View operation level metrics for Azure Cosmos DB
Sign in to the Azure portal.
Select Monitor from the left-hand navigation bar, and select Metrics.
From the Metrics pane > Select a resource > choose the required subscription, and resource group. For the Resource type, select Azure Cosmos DB accounts, choose one of your existing Azure Cosmos accounts, and select Apply.
Next you can select a metric from the list of available metrics. You can select metrics specific to request units, storage, latency, availability, Cassandra, and others. To learn in detail about all the available metrics in this list, see the Metrics by category article.
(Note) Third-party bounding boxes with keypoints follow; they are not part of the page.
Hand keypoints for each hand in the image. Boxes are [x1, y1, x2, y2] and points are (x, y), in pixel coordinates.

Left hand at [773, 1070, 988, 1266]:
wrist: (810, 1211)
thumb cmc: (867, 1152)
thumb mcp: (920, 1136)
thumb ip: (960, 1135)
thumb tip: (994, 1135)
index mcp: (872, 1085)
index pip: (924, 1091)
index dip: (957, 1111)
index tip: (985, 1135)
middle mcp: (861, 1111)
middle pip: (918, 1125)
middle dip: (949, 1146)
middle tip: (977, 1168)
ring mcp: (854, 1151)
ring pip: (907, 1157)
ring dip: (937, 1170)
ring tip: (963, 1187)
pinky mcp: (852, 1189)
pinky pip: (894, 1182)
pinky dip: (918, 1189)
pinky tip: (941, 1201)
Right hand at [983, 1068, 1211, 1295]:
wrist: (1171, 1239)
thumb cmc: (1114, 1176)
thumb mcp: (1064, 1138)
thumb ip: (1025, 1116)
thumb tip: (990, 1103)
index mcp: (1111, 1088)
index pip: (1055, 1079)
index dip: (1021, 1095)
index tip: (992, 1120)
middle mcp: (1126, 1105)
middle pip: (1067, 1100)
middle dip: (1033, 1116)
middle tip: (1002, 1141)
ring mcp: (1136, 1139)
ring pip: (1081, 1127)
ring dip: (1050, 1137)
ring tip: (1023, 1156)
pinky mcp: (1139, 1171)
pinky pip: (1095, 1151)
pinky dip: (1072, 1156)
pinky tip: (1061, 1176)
In this example, let’s select Request units and Avg as the aggregation value.
In addition to these details, you can also select the Time range and Time granularity of the metrics. At max, you can view metrics for the past 30 days. After you apply the filter, a chart is displayed based on your filter. You can see the average number of request units consumed per minute for the selected period.
Add filters to metrics
You can also filter metrics and the chart displayed by a specific CollectionName, DatabaseName, OperationType, Region, and StatusCode. To filter the metrics, select Add filter and choose the required property such as OperationType and select a value such as Query. The graph then displays the request units consumed for the query operation for the selected period. The operations executed via Stored procedure are not logged so they are not available under the OperationType metric.
You can group metrics by using the Apply splitting option. For example, you can group the request units per operation type and view the graph for all the operations at once as shown in the following image:
Here is another example to view the server-side latency metrics for a specific database, container, or an operation:
Monitoring data collected from Azure Cosmos DB
Azure Cosmos DB collects the same kinds of monitoring data as other Azure resources which are described in Monitoring data from Azure resources. See Azure Cosmos DB monitoring data reference for a detailed reference of the logs and metrics created by Azure Cosmos DB.
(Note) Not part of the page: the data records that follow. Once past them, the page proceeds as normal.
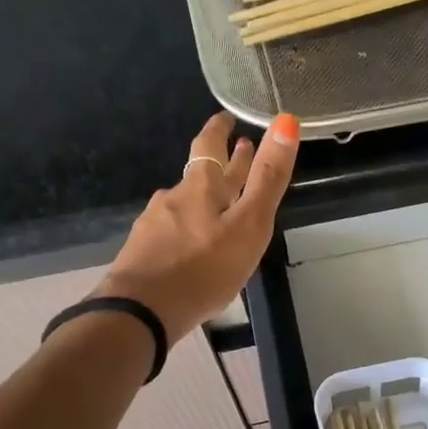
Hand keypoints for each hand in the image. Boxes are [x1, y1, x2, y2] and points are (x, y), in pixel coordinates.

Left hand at [94, 112, 298, 343]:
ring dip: (205, 198)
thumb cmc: (204, 268)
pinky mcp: (143, 252)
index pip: (210, 144)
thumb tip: (286, 121)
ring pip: (185, 203)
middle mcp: (174, 197)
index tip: (227, 117)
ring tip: (220, 206)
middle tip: (238, 151)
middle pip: (200, 173)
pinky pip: (171, 232)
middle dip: (221, 163)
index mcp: (202, 186)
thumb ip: (268, 178)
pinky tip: (191, 245)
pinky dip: (188, 229)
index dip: (220, 129)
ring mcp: (154, 224)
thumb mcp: (249, 224)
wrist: (142, 311)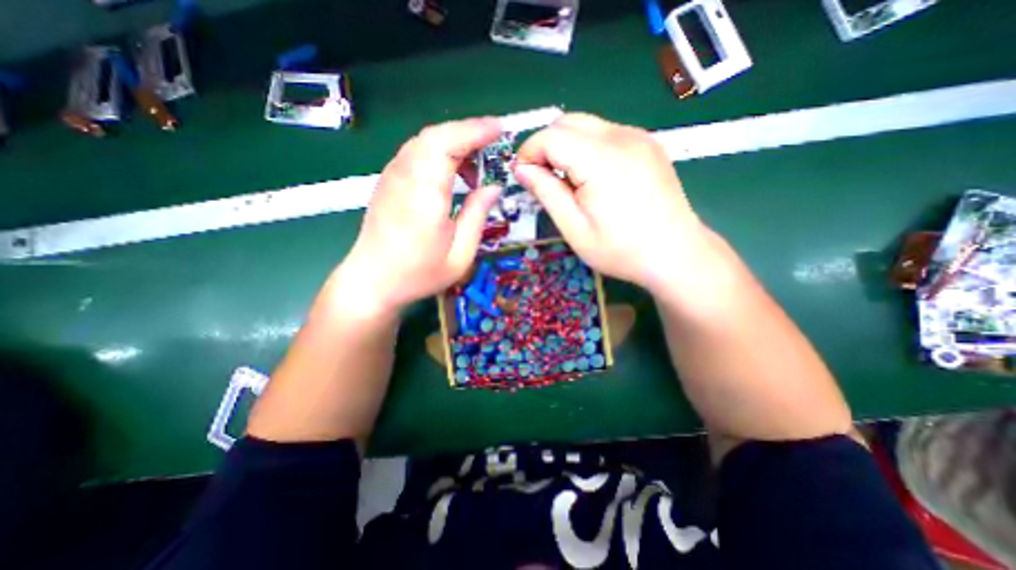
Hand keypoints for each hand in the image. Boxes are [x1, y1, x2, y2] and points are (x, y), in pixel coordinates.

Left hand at [334, 115, 503, 312]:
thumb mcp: (460, 255)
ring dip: (453, 144)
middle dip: (468, 133)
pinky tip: (451, 174)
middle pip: (435, 135)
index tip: (499, 130)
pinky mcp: (388, 181)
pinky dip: (438, 153)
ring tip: (475, 167)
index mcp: (425, 194)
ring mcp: (392, 176)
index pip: (447, 143)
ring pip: (424, 141)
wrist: (371, 281)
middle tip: (493, 147)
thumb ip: (477, 216)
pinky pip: (416, 153)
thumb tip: (494, 187)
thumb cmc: (418, 274)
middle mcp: (405, 176)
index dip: (475, 131)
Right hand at [511, 114, 708, 295]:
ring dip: (567, 146)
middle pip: (568, 122)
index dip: (529, 152)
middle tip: (543, 178)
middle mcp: (622, 137)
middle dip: (546, 145)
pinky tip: (593, 177)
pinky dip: (588, 148)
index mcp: (601, 161)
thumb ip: (547, 193)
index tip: (523, 175)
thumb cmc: (621, 250)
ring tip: (568, 181)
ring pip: (587, 125)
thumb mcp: (575, 228)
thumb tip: (522, 169)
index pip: (551, 136)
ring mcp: (639, 137)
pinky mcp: (648, 143)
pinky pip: (606, 133)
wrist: (675, 253)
The Overview page in the Azure portal for each Azure Cosmos database includes a brief view of the database usage including its request and hourly billing usage. This is useful information but only a small amount of the monitoring data available. Some of this data is collected automatically and available for analysis as soon as you create the database while you can enable additional data collection with some configuration.
Analyzing metric data
Azure Cosmos DB provides a custom experience for working with metrics. See Monitor and debug Azure Cosmos DB metrics from Azure Monitor for details on using this experience and for analyzing different Azure Cosmos DB scenarios.
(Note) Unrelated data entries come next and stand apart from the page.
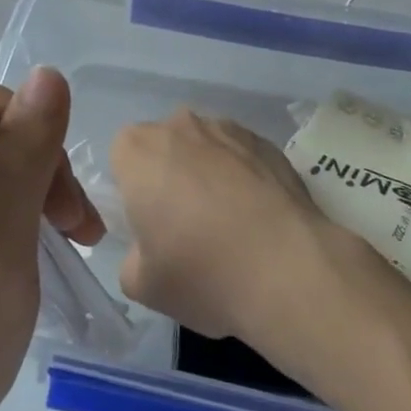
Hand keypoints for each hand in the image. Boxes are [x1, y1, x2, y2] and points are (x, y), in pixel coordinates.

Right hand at [109, 109, 339, 340]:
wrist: (288, 270)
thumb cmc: (202, 273)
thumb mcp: (141, 284)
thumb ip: (133, 257)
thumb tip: (151, 250)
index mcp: (138, 150)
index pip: (122, 158)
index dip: (133, 190)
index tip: (150, 226)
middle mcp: (180, 126)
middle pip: (165, 147)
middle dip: (170, 176)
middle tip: (186, 227)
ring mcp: (229, 129)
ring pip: (206, 148)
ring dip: (209, 174)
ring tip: (231, 225)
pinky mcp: (269, 144)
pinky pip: (243, 157)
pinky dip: (245, 179)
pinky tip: (259, 220)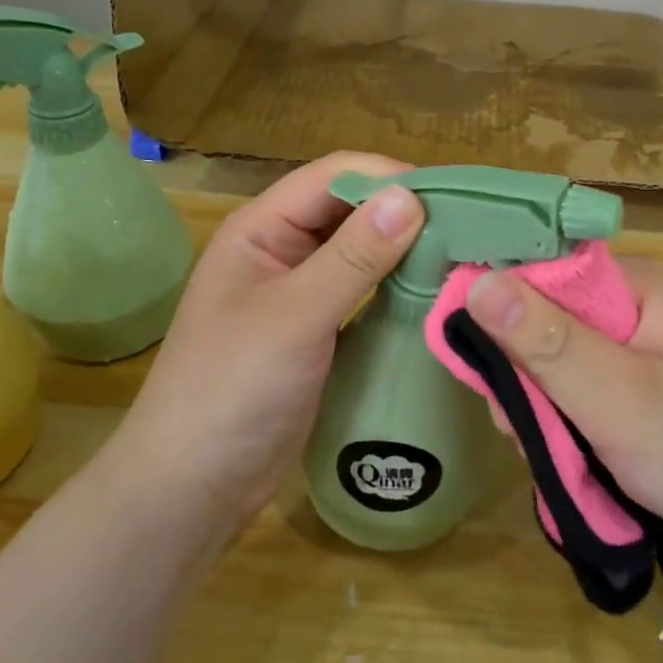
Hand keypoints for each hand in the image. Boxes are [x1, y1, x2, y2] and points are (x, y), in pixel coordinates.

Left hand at [109, 153, 423, 542]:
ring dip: (402, 249)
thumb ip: (353, 256)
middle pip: (349, 209)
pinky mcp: (317, 330)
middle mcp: (281, 250)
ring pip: (359, 250)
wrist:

You can analyze metrics for Azure Cosmos DB with metrics from other Azure services using Metrics explorer by opening Metrics from the Azure Monitor menu. See Getting started with Azure Metrics Explorer for details on using this tool. All metrics for Azure Cosmos DB are in the namespace Cosmos DB standard metrics. You can use the following dimensions with these metrics when adding a filter to a chart:
Analyzing log data
Data in Azure Monitor Logs is stored in tables which each table having its own set of unique properties. Azure Cosmos DB stores data in the following tables.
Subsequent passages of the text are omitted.